# [What the task asks]
Lines that include the word "JSON" should be copied from the listing that follows.

# [Data excerpts]

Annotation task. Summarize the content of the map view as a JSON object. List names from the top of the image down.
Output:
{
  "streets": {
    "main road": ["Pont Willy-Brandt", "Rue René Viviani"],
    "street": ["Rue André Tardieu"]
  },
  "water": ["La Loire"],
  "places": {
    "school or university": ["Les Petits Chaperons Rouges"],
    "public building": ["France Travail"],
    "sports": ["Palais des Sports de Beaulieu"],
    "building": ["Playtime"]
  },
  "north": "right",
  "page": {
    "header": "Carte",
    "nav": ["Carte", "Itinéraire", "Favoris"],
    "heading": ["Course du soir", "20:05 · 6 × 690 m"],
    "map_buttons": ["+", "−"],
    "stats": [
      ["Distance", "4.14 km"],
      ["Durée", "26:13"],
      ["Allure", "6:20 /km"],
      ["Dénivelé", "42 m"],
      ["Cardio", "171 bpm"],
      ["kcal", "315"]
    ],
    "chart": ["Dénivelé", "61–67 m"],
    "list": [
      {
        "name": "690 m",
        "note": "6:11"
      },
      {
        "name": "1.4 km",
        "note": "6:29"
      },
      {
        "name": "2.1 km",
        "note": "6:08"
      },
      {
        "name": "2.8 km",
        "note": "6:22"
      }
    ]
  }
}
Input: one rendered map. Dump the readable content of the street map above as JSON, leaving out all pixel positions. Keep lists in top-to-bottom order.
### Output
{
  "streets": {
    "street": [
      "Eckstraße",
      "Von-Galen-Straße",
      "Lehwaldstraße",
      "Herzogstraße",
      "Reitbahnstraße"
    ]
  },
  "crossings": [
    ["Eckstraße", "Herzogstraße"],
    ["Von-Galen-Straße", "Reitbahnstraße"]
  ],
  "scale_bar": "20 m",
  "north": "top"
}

# [Your response]
Annotation task. Summarize the content of the map view as a JSON object. List names from the top of the image down.
Input: one rendered map. Dump the readable content of the street map above as JSON, leaving out all pixel positions. Keep lists in top-to-bottom order.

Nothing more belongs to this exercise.